Movie Review: “Jackie”

Starring
Natalie Portman, Peter Sarsgaard, Greta Gerwig, Billy Crudup, John Hurt
Director
Pablo Larraín

“Jackie” is a breath of fresh air for a biopic. Unlike other films in the subgenre, this isn’t a series of CliffsNotes or the greatest hits of a former first lady’s life, but rather an entirely subjective, visceral, upsetting and sometimes beautiful experience. Director Pablo Larraín and screenwriter Noah Oppenheim have crafted a dazzling 99-minute drama.

For the most part, Oppenheim’s script focuses on Jackie Kennedy (Natalie Portman) following the assassination of her husband and President of the United States, John F. Kennedy (Caspar Phillipson), which we experience via a framing device where Jackie tells her side of the story to a journalist (Billy Crudup) about what occurred and what she was feeling at the time. She’s surrounded by people throughout most of the movie – brother-in-law Bobby Kennedy (Peter Sarsgaard), Social Secretary and close friend Nancy Tuckerman (Greta Gerwig), a priest (John Hurt) and Bill Walton (Richard E. Grant), to name a few important figures – but she’s portrayed as deeply alone and hurting, and Larraín and Portman make that pain tangible. She has to go from trying to pick up her husband’s brain, to witnessing Vice President Lyndon B. Johnson (John Carroll Lynch) be sworn into office, to then trying to arrange a funeral that’ll help maintain her husband’s legacy.

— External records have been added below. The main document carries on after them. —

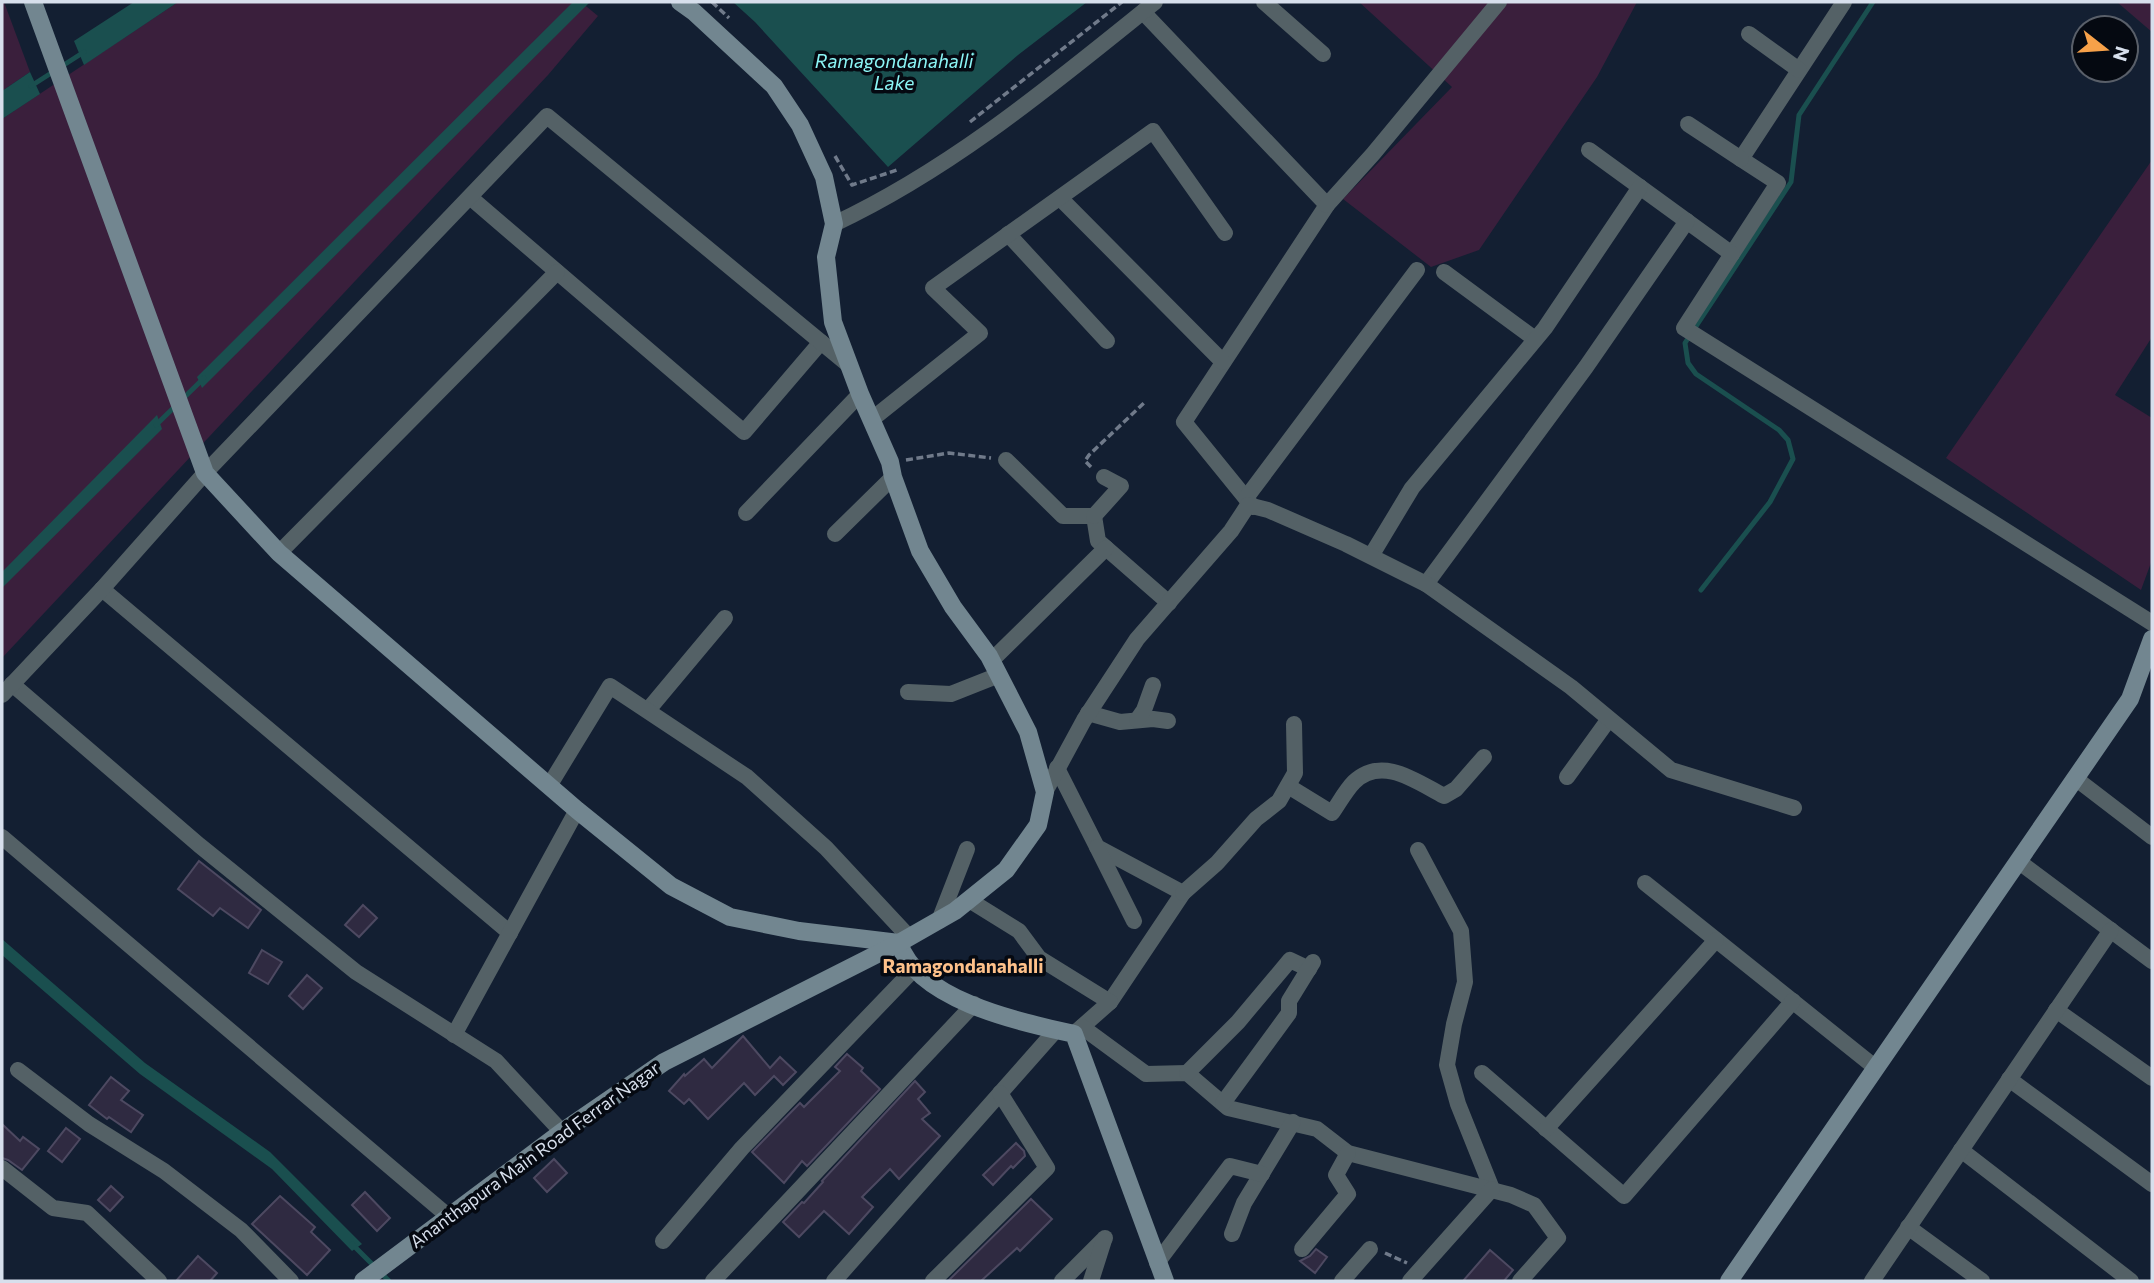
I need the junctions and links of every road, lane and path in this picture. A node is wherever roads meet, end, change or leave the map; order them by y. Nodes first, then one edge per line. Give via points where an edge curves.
1 (33, 2) edge
2 (680, 2) edge
3 (1122, 2) edge
4 (1264, 2) edge
5 (1499, 2) edge
6 (1844, 2) edge
7 (1149, 7) edge
8 (1749, 34) dead end
9 (1323, 54) dead end
10 (1799, 71) junction
11 (1688, 124) dead end
12 (962, 129) dead end
13 (1589, 150) dead end
14 (1741, 159) junction
15 (908, 166) dead end
16 (852, 184) dead end
17 (1640, 187) junction
18 (471, 198) junction
19 (1059, 198) junction
20 (1326, 205) junction
21 (1687, 221) junction
22 (834, 225) junction
23 (1224, 233) dead end
24 (1008, 234) junction
25 (1732, 254) junction
26 (1417, 270) dead end
27 (558, 272) junction
28 (1444, 272) dead end
29 (1535, 339) junction
30 (1107, 341) dead end
31 (821, 342) junction
32 (1223, 362) junction
33 (850, 366) junction
34 (860, 394) junction
35 (1145, 402) dead end
36 (871, 420) junction
37 (1006, 460) joint
38 (891, 470) junction
39 (205, 474) junction
40 (1104, 477) joint
41 (1250, 502) junction
42 (746, 513) dead end
43 (1094, 516) junction
44 (835, 534) dead end
45 (1106, 548) junction
46 (279, 553) junction
47 (1371, 556) junction
48 (1426, 584) junction
49 (102, 589) junction
50 (1169, 603) junction
51 (725, 618) dead end
52 (2152, 623) edge
53 (2152, 639) edge
54 (995, 668) junction
55 (1153, 685) dead end
56 (7, 690) edge
57 (908, 692) dead end
58 (648, 710) junction
59 (1088, 713) junction
60 (1609, 719) junction
61 (1137, 720) junction
62 (1168, 721) dead end
63 (1294, 724) dead end
64 (1484, 757) dead end
65 (1058, 768) junction
66 (1567, 777) dead end
67 (2075, 778) junction
68 (549, 786) junction
69 (1288, 786) junction
70 (1045, 792) junction
71 (1794, 808) dead end
72 (577, 810) junction
73 (2, 837) edge
74 (2152, 838) edge
75 (1097, 847) junction
76 (967, 849) dead end
77 (1418, 850) dead end
78 (2018, 861) junction
79 (1646, 883) dead end
80 (1183, 893) junction
81 (969, 900) junction
82 (939, 920) junction
83 (1134, 921) dead end
84 (2110, 930) junction
85 (510, 933) junction
86 (904, 940) junction
87 (1716, 940) junction
88 (2152, 961) edge
89 (916, 967) junction
90 (1793, 1001) junction
91 (1110, 1002) junction
92 (974, 1004) junction
93 (2056, 1010) junction
94 (1071, 1030) junction
95 (454, 1035) junction
96 (1876, 1068) junction
97 (18, 1070) dead end
98 (1187, 1073) junction
99 (1482, 1073) dead end
100 (2152, 1078) edge
101 (2009, 1079) junction
102 (1000, 1093) junction
103 (1223, 1103) junction
104 (1293, 1122) junction
105 (1546, 1129) junction
106 (562, 1132) junction
107 (1961, 1150) junction
108 (1349, 1153) junction
109 (2, 1168) edge
110 (1262, 1174) junction
111 (2152, 1184) edge
112 (1492, 1189) junction
113 (448, 1216) junction
114 (1908, 1227) junction
115 (1232, 1234) dead end
116 (663, 1241) dead end
117 (1302, 1249) dead end
118 (1370, 1250) joint
119 (1157, 1263) junction
120 (1416, 1275) edge
121 (159, 1281) edge
122 (291, 1281) edge
123 (363, 1281) edge
124 (712, 1281) edge
125 (834, 1281) edge
126 (933, 1281) edge
127 (1062, 1281) edge
128 (1091, 1281) edge
129 (1165, 1281) edge
130 (1342, 1281) edge
131 (1520, 1281) edge
132 (1729, 1281) edge
133 (1872, 1281) edge
134 (1982, 1281) edge
135 (2131, 1281) edge

1 - 39 street
2 - 22 street via 775,86 800,125 824,177
3 - 12 path
4 - 9 street
5 - 20 street
6 - 10 street
7 - 20 street
7 - 22 street via 948,161
8 - 10 street
10 - 14 street
11 - 14 street
13 - 17 street
14 - 25 street via 1778,183
15 - 16 path
17 - 21 street
17 - 29 street
18 - 27 street
18 - 31 street via 547,116
18 - 39 street
19 - 23 street via 1153,131
19 - 24 street
19 - 32 street
20 - 32 street
21 - 25 street
21 - 48 street via 1586,368
22 - 33 street via 826,257 834,322
24 - 30 street
24 - 36 street via 933,288 980,333
25 - 52 street via 1684,327
26 - 41 street
27 - 31 street via 744,432
27 - 46 street
28 - 29 street
29 - 47 street via 1412,488
31 - 33 street
32 - 41 street via 1184,422
33 - 34 street
34 - 36 street
34 - 42 street
35 - 40 path via 1085,461
36 - 38 street
37 - 38 path via 949,453
37 - 43 street via 1063,516
38 - 44 street
38 - 54 street via 920,551
39 - 46 street
39 - 49 street
40 - 43 street via 1121,486
41 - 47 street
41 - 50 street
43 - 45 street via 1098,541
45 - 50 street
45 - 54 street
46 - 68 street
47 - 48 street
48 - 60 street
49 - 56 street
49 - 85 street
50 - 59 street via 1137,639
51 - 58 street
53 - 67 street via 2130,699
54 - 57 street via 951,694
54 - 70 street via 1028,733
55 - 61 street
56 - 95 street via 356,972
58 - 68 street via 610,686
58 - 86 street via 747,776 825,848
59 - 61 street via 1120,722
59 - 65 street
60 - 66 street
60 - 71 street via 1671,770
61 - 62 street
63 - 69 street via 1296,773
64 - 69 street via 1444,796 1393,770 1376,770 1355,781 1332,813
65 - 70 street
65 - 75 street
67 - 74 street
67 - 78 street
68 - 72 street
69 - 80 street via 1279,801
70 - 81 street, Ananthapura Main Road Ferrar Nagar via 1038,825 1006,870
72 - 85 street
72 - 86 street via 671,886 730,917 799,931
73 - 113 street
75 - 80 street
75 - 83 street
76 - 82 street
77 - 112 street via 1461,931 1465,982 1447,1065
78 - 84 street
78 - 96 street
79 - 87 street
80 - 91 street
81 - 82 street, Ananthapura Main Road Ferrar Nagar
81 - 91 street via 1019,931 1039,958
82 - 86 street, Ananthapura Main Road Ferrar Nagar
84 - 88 street
84 - 93 street
85 - 95 street
86 - 89 street via 904,957
86 - 106 street, Ananthapura Main Road Ferrar Nagar via 664,1062
87 - 90 street
87 - 105 street
89 - 92 street via 939,989
89 - 116 street via 742,1148
90 - 96 street
90 - 105 street via 1623,1196
91 - 94 street
92 - 94 street via 1013,1021
92 - 124 street
93 - 100 street
93 - 101 street
94 - 98 street via 1146,1074
94 - 102 street
94 - 119 street
95 - 106 street via 496,1061
96 - 132 street
97 - 122 street via 241,1230
98 - 103 street
98 - 103 street via 1290,960 1311,966 1289,1002 1289,1013
99 - 105 street
101 - 107 street
101 - 111 street
102 - 125 street
102 - 126 street via 1047,1168
103 - 104 street via 1228,1108
104 - 108 street via 1317,1129
104 - 110 street
106 - 113 street, Ananthapura Main Road Ferrar Nagar
107 - 114 street
107 - 135 street
108 - 112 street
108 - 117 street via 1336,1175 1348,1194
109 - 121 street via 53,1208 87,1213
110 - 115 street
110 - 119 street via 1230,1166
112 - 120 street
112 - 131 street via 1535,1205 1558,1238
113 - 123 street, Ananthapura Main Road Ferrar Nagar
114 - 133 street
114 - 134 street
118 - 120 path via 1380,1251
118 - 130 street
119 - 129 street
127 - 128 street via 1105,1238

No stone goes unturned in Oppenheim’s script. What would Jackie feel like first coming home without her husband? How does she explain to her two young children what happened? What would she do on her last night in the White House? All these moments hit the audience like a ton of bricks, one after the other. The way Larraín holds the camera on Portman’s face, as well as other characters, makes it impossible to look away even during the most painful of moments.

When Jackie is confiding in a priest, she discusses how men look at her now compared to how they used to. That line echoes throughout the whole movie. A decent amount of “Jackie’s” drama comes from characters simply looking at each other, expressing their frustration, sorrow, horror or empathy, mostly towards Jackie’s direction. There’s one shot of Bobby Kennedy looking at Jackie in his office, where he looks drained of color and all life, that’s just haunting.

Bill Walton claims the whole world has gone mad, and in how Larraín portrays it, it has. Mica Levi’s (“Under the Skin”) score, for one, sounds like something out of a horror movie, perfectly capturing the horrors Jackie undergoes in such a brief amount of time. Levi’s score makes Jackie’s internal pain all the more tangible.

Natalie Portman is invisible as Jackie Kennedy from the very first frame. Kennedy impersonations have been done to death, whether on film or at a bar, but not for a second does Portman’s performance ring false. Her accent never falters or screams of an impersonation. More importantly, though, there’s just an immediacy to her work, and the same goes for every other actor in the film. Larraín creates an unnerving – and sometimes even beautiful – atmosphere that the actors naturally inhabit without any tricks. Even when the camera isn’t on Jackie, look at the characters surrounding her and their faces (especially Bobby’s), because they will tell a story. “Jackie” is about as far from a wax museum as you can get.